Europe
US military spouses in Europe organize impromptu donation drives to aid Ukraine
Stars and Stripes February 28, 2022
Spouses of American service members and civilians in Europe are stepping up efforts to help Ukrainians affected by the Russian invasion, while helping some in their communities cope with fears for their loved ones in Ukraine.
In Belgium, a spouses group formed on Facebook will collect clothes, blankets and other donations every Thursday from 4-7 p.m. at the gym at U.S. Army Garrison Benelux in Chievres, said Claire Carter, who is helping to organize the effort.
Volunteers will transport the supplies to the Ukrainian Embassy in Brussels, about 35 miles away, every Friday to be delivered, she said.
On its Facebook page, the embassy posted a list of useful donation items including clothes, generators, various medicines and medical supplies.
The spouses group is also trying to get solar battery chargers for cellphones to Ukraine so that soldiers can communicate with each other and with their family members.
“We are in touch with families who have fled Lviv (in western Ukraine) and are now in Poland, but they can’t keep in touch with their husbands and they are pleading for solar chargers,” Carter said.
Group members have been writing to companies like Amazon and the Army and Air Force Exchange Service to ask for chargers, but as of Monday had no confirmed donations from them.

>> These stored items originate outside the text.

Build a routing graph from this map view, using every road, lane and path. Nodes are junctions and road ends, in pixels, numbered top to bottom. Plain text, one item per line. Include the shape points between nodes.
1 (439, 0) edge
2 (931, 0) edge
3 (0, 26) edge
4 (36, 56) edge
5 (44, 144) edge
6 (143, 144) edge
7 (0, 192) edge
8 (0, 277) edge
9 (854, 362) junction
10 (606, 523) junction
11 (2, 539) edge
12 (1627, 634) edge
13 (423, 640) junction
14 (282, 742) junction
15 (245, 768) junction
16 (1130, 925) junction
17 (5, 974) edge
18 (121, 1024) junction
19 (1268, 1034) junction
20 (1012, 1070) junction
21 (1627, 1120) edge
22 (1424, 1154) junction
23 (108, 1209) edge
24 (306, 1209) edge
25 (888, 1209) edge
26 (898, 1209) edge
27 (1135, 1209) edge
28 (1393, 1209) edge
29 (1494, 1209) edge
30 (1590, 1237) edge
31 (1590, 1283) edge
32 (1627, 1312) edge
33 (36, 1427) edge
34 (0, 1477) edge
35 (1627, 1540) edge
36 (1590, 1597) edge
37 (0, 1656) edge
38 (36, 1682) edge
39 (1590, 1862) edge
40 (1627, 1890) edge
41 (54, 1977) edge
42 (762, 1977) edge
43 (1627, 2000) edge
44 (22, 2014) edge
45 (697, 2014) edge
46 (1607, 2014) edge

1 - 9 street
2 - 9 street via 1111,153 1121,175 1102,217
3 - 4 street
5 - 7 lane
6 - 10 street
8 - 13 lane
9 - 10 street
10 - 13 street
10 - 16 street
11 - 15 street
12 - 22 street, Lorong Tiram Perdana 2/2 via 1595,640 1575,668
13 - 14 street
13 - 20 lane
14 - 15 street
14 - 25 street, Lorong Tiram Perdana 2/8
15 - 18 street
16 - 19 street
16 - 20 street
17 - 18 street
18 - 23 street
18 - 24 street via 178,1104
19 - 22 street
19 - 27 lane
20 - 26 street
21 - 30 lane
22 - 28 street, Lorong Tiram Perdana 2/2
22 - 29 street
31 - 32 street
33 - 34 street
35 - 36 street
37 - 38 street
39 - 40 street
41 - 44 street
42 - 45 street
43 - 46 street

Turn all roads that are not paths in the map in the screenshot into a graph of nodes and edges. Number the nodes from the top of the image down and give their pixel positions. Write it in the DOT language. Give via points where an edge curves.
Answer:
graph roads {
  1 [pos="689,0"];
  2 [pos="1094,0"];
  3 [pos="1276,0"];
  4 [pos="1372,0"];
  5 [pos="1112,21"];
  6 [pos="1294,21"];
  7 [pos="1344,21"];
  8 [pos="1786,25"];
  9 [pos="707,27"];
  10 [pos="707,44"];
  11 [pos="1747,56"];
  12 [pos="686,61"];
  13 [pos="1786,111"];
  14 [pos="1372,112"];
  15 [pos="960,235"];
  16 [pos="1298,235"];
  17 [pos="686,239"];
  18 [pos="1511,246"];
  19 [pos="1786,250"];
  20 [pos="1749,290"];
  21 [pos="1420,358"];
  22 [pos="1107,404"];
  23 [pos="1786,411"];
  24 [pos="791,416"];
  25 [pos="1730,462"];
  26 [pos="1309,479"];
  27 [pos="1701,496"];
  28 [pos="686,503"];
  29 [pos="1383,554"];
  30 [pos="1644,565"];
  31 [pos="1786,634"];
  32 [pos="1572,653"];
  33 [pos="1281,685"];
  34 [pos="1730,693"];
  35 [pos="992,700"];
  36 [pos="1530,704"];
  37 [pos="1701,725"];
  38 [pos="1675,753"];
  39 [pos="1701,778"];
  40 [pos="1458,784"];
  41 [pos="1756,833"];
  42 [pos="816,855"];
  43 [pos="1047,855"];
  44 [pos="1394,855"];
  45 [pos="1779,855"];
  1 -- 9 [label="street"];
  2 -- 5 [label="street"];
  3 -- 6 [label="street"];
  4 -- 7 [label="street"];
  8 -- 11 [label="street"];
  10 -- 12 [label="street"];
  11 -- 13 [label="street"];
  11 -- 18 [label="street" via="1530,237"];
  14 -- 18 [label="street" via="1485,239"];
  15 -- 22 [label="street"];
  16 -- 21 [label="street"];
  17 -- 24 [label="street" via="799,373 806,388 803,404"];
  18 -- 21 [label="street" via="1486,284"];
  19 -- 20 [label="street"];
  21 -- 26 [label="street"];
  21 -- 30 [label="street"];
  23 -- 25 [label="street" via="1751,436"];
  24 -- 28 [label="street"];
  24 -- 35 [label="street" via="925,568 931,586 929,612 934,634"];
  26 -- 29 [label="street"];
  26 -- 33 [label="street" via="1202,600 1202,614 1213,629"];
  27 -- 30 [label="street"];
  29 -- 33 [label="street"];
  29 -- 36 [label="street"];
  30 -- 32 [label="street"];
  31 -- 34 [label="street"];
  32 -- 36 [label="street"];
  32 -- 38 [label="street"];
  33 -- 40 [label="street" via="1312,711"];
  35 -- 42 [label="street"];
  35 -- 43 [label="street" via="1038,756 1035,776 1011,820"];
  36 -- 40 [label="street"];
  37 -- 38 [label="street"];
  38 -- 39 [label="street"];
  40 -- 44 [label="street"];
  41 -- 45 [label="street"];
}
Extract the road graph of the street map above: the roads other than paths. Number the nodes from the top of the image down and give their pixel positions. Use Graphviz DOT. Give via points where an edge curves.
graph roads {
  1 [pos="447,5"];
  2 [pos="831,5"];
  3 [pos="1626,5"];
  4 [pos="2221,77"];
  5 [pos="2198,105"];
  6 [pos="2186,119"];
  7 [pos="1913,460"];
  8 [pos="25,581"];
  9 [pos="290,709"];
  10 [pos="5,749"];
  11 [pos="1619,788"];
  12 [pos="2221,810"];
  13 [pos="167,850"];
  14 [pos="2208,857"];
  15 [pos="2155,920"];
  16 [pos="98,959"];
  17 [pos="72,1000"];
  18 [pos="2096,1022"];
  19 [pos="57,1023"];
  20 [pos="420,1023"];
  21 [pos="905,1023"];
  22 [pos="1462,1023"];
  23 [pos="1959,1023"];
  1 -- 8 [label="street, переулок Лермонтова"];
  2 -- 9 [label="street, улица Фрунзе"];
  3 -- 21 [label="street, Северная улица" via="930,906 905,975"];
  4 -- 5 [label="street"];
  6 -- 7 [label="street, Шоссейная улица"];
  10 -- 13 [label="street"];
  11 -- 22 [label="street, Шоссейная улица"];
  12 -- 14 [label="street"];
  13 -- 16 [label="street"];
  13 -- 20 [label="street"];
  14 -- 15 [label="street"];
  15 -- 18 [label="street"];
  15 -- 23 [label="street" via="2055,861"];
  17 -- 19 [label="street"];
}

The spouses have purchased 15, but each device costs $70 and “we need hundreds,” Carter said.
Meanwhile, at Ramstein Air Base in Germany, two Ukrainian women married to Americans are spearheading a separate donation drive.
They will collect donations Friday at 4 p.m. in the parking lot outside the base’s west gate, by the Ramstein air show disaster memorial.
Evgeniya Cole, 38, and Anya Douglas, 37, are asking for items that friends and family in Ukraine say are desperately needed.
They need bandages, rubbing alcohol and other disinfectants, over-the-counter painkillers, cotton balls, sanitary pads, thermometers, medical gloves, diapers and baby wipes, batteries, blankets, gloves and nonperishable snacks.
They also are supplying medical and hygienic supplies for combatants, along with flashlights and binoculars.
In Dubno, where Cole’s parents live in western Ukraine, the electricity is turned off at night “and the soldiers cannot see,” she said.
A Ukrainian friend of Cole’s who lives in Poznan, Poland, has offered to pick up the donations Saturday in her construction company’s van and drive them to the Ukraine border, where volunteers will distribute them in Ukraine with buses, Cole said.
She’s trying to arrange additional transportation in case of an overflow of donations. Hundreds of people expressed interest to help after Cole posted a request for donations on a local spouses Facebook page over the weekend.
The needs are pressing, despite the millions in money and supplies being donated by other countries to Ukraine, Douglas said.
“My mom was in Kyiv in a bomb shelter freezing for three days because there were no blankets,” she said.
Douglas’ mom and her 85-year-old grandmother returned to their apartment Monday in the country’s capital to shower and gather their belongings. They had been hiding in a subway converted into a bomb shelter since Saturday night, Douglas said.
“I’m still in disbelief that this happened. We have not used the word bomb shelter for how many years?” she said.
Douglas plans to drive from Ramstein to pick up her mother and grandmother if they can get to the border by train.
The organized donation drive by spouses in Belgium follows an ad hoc collection by Americans at the Benelux garrison and the surrounding NATO community, which resulted in several busloads of aid leaving for Ukraine on Sunday.
“With the recent influx of refugees from Afghanistan to Ramstein Air Base, we had some experience with the collecting for refugees and anticipating their needs,” said Valerie Avella, one of the group’s organizers, whose great-grandparents emigrated to the U.S. from Ukraine and who still has family in the country. “The Ukrainian military’s needs are much more significant and pressing.”
Members across NATO’s Supreme Headquarters Allied Powers Europe, or SHAPE, community participated in this weekend’s donation drive, in which supplies were bused to Ukraine independently with the help of a local Ukrainian church near the Belgian city of Mons.
The church, Chapelle Ukrainienne de la Protection de la Vierge Marie, will continue to collect donations.
Members of the spouses group said any help at their Thursday donation drive would be appreciated. People are also welcome to come out for support.
“When the invasion first happened, there were a lot of tears from the ladies,” Carter said. “A lot were worried. What’s going to happen to Europe? Is it going to escalate?
“So we are going to collect donations on Thursdays, and we are also going to sit and have coffee and talk and reassure anyone who is worried. We are making sure the spouses are taken care of because it’s a worrying time for everybody.”